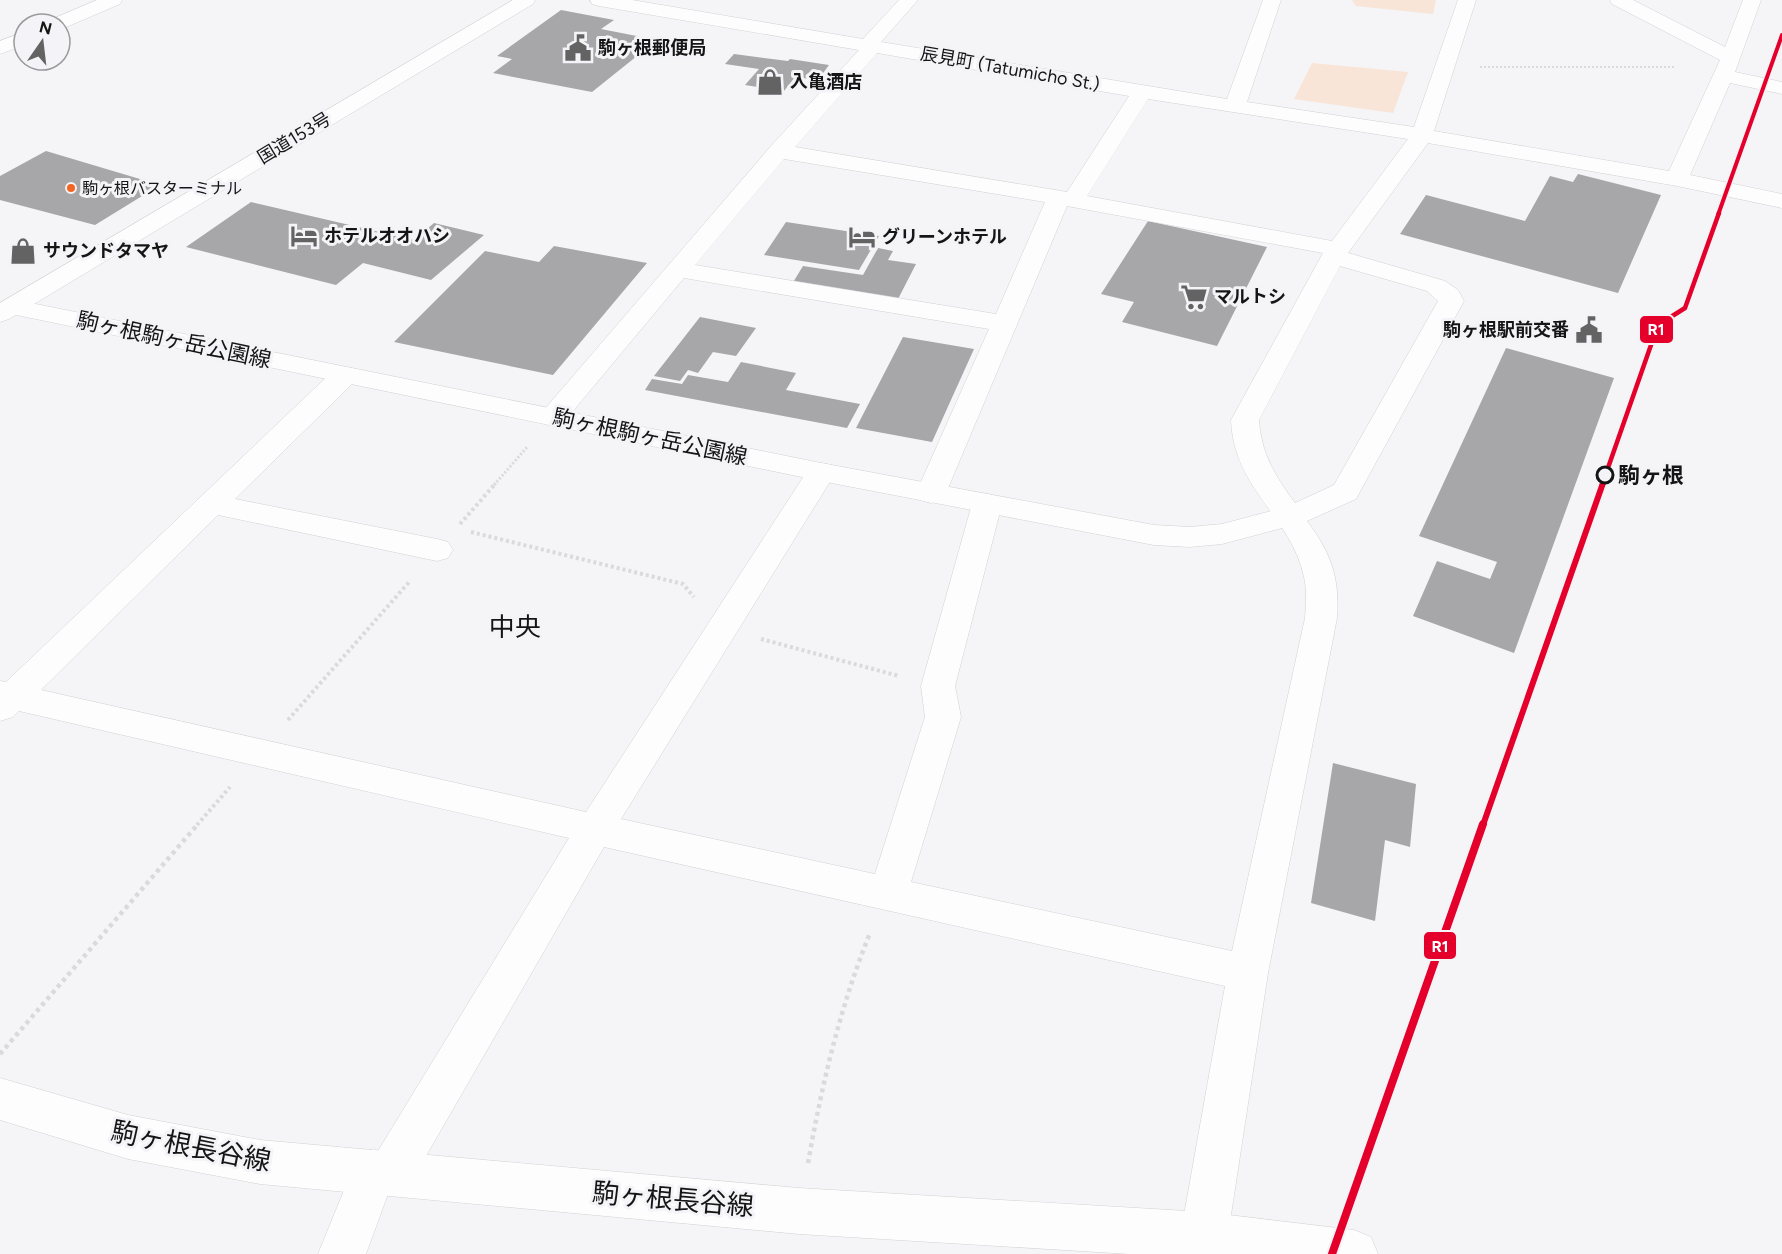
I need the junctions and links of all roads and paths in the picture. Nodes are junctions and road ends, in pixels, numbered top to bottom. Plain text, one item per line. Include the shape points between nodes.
1 (114, 0) edge
2 (526, 0) edge
3 (599, 0) edge
4 (909, 0) edge
5 (1271, 0) edge
6 (1467, 0) edge
7 (1619, 0) edge
8 (1752, 0) edge
9 (72, 18) edge
10 (871, 46) junction
11 (1444, 67) junction
12 (1727, 67) junction
13 (1782, 88) edge
14 (1142, 92) junction
15 (1235, 107) junction
16 (1422, 135) junction
17 (779, 150) junction
18 (1677, 179) junction
19 (1066, 199) junction
20 (1782, 201) edge
21 (1335, 253) junction
22 (678, 270) junction
23 (4, 308) edge
24 (1006, 324) junction
25 (345, 375) junction
26 (553, 417) junction
27 (821, 472) junction
28 (931, 493) junction
29 (212, 504) junction
30 (987, 504) junction
31 (1290, 516) junction
32 (437, 550) dead end
33 (4, 700) edge
34 (595, 829) junction
35 (888, 894) junction
36 (1248, 973) junction
37 (0, 1099) edge
38 (382, 1173) junction
39 (799, 1211) junction
40 (1203, 1244) edge
41 (342, 1254) edge
42 (1354, 1254) edge

1 - 9 main road
2 - 23 main road, 国道153号
3 - 10 main road, 辰見町 (Tatumicho St.)
4 - 10 main road
5 - 15 main road
6 - 11 main road
7 - 12 main road
8 - 12 main road
10 - 14 main road, 辰見町 (Tatumicho St.)
10 - 17 main road
11 - 12 path
11 - 16 main road
12 - 13 main road
12 - 18 main road
14 - 15 main road, 辰見町 (Tatumicho St.)
14 - 19 main road
15 - 16 main road, 辰見町 (Tatumicho St.)
16 - 18 main road, 辰見町 (Tatumicho St.)
16 - 21 main road
17 - 19 main road
17 - 22 main road
18 - 20 main road, 辰見町 (Tatumicho St.)
19 - 21 main road
19 - 24 main road
21 - 31 main road via 1245,420 1244,437 1251,461
21 - 31 main road, 駒ヶ根駒ヶ岳公園線 via 1436,286 1451,301 1345,492
22 - 24 main road
22 - 26 main road
23 - 25 main road, 駒ヶ根駒ヶ岳公園線
24 - 28 main road
25 - 26 main road, 駒ヶ根駒ヶ岳公園線
25 - 29 main road
26 - 27 main road, 駒ヶ根駒ヶ岳公園線
27 - 28 main road, 駒ヶ根駒ヶ岳公園線
27 - 34 main road
28 - 30 main road, 駒ヶ根駒ヶ岳公園線
29 - 32 main road
29 - 33 main road
30 - 31 main road, 駒ヶ根駒ヶ岳公園線 via 1154,535 1190,537 1222,534
30 - 35 main road via 938,686 943,717
31 - 36 main road via 1319,572 1321,618
33 - 34 main road
34 - 35 main road
34 - 38 main road
35 - 36 main road
35 - 39 path via 860,957 831,1050
36 - 40 main road
37 - 38 main road, 駒ヶ根長谷線 via 128,1137 260,1162
38 - 39 main road, 駒ヶ根長谷線
38 - 41 main road
39 - 40 main road, 駒ヶ根長谷線
40 - 42 main road, 駒ヶ根長谷線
══════════
About this task: Leave every picture out and output the records exactly.

Response to the exercise:
I need the junctions and links of all roads and paths in the picture. Nodes are junctions and road ends, in pixels, numbered top to bottom. Plain text, one item per line. Include the shape points between nodes.
1 (114, 0) edge
2 (526, 0) edge
3 (599, 0) edge
4 (909, 0) edge
5 (1271, 0) edge
6 (1467, 0) edge
7 (1619, 0) edge
8 (1752, 0) edge
9 (72, 18) edge
10 (871, 46) junction
11 (1444, 67) junction
12 (1727, 67) junction
13 (1782, 88) edge
14 (1142, 92) junction
15 (1235, 107) junction
16 (1422, 135) junction
17 (779, 150) junction
18 (1677, 179) junction
19 (1066, 199) junction
20 (1782, 201) edge
21 (1335, 253) junction
22 (678, 270) junction
23 (4, 308) edge
24 (1006, 324) junction
25 (345, 375) junction
26 (553, 417) junction
27 (821, 472) junction
28 (931, 493) junction
29 (212, 504) junction
30 (987, 504) junction
31 (1290, 516) junction
32 (437, 550) dead end
33 (4, 700) edge
34 (595, 829) junction
35 (888, 894) junction
36 (1248, 973) junction
37 (0, 1099) edge
38 (382, 1173) junction
39 (799, 1211) junction
40 (1203, 1244) edge
41 (342, 1254) edge
42 (1354, 1254) edge

1 - 9 main road
2 - 23 main road, 国道153号
3 - 10 main road, 辰見町 (Tatumicho St.)
4 - 10 main road
5 - 15 main road
6 - 11 main road
7 - 12 main road
8 - 12 main road
10 - 14 main road, 辰見町 (Tatumicho St.)
10 - 17 main road
11 - 12 path
11 - 16 main road
12 - 13 main road
12 - 18 main road
14 - 15 main road, 辰見町 (Tatumicho St.)
14 - 19 main road
15 - 16 main road, 辰見町 (Tatumicho St.)
16 - 18 main road, 辰見町 (Tatumicho St.)
16 - 21 main road
17 - 19 main road
17 - 22 main road
18 - 20 main road, 辰見町 (Tatumicho St.)
19 - 21 main road
19 - 24 main road
21 - 31 main road via 1245,420 1244,437 1251,461
21 - 31 main road, 駒ヶ根駒ヶ岳公園線 via 1436,286 1451,301 1345,492
22 - 24 main road
22 - 26 main road
23 - 25 main road, 駒ヶ根駒ヶ岳公園線
24 - 28 main road
25 - 26 main road, 駒ヶ根駒ヶ岳公園線
25 - 29 main road
26 - 27 main road, 駒ヶ根駒ヶ岳公園線
27 - 28 main road, 駒ヶ根駒ヶ岳公園線
27 - 34 main road
28 - 30 main road, 駒ヶ根駒ヶ岳公園線
29 - 32 main road
29 - 33 main road
30 - 31 main road, 駒ヶ根駒ヶ岳公園線 via 1154,535 1190,537 1222,534
30 - 35 main road via 938,686 943,717
31 - 36 main road via 1319,572 1321,618
33 - 34 main road
34 - 35 main road
34 - 38 main road
35 - 36 main road
35 - 39 path via 860,957 831,1050
36 - 40 main road
37 - 38 main road, 駒ヶ根長谷線 via 128,1137 260,1162
38 - 39 main road, 駒ヶ根長谷線
38 - 41 main road
39 - 40 main road, 駒ヶ根長谷線
40 - 42 main road, 駒ヶ根長谷線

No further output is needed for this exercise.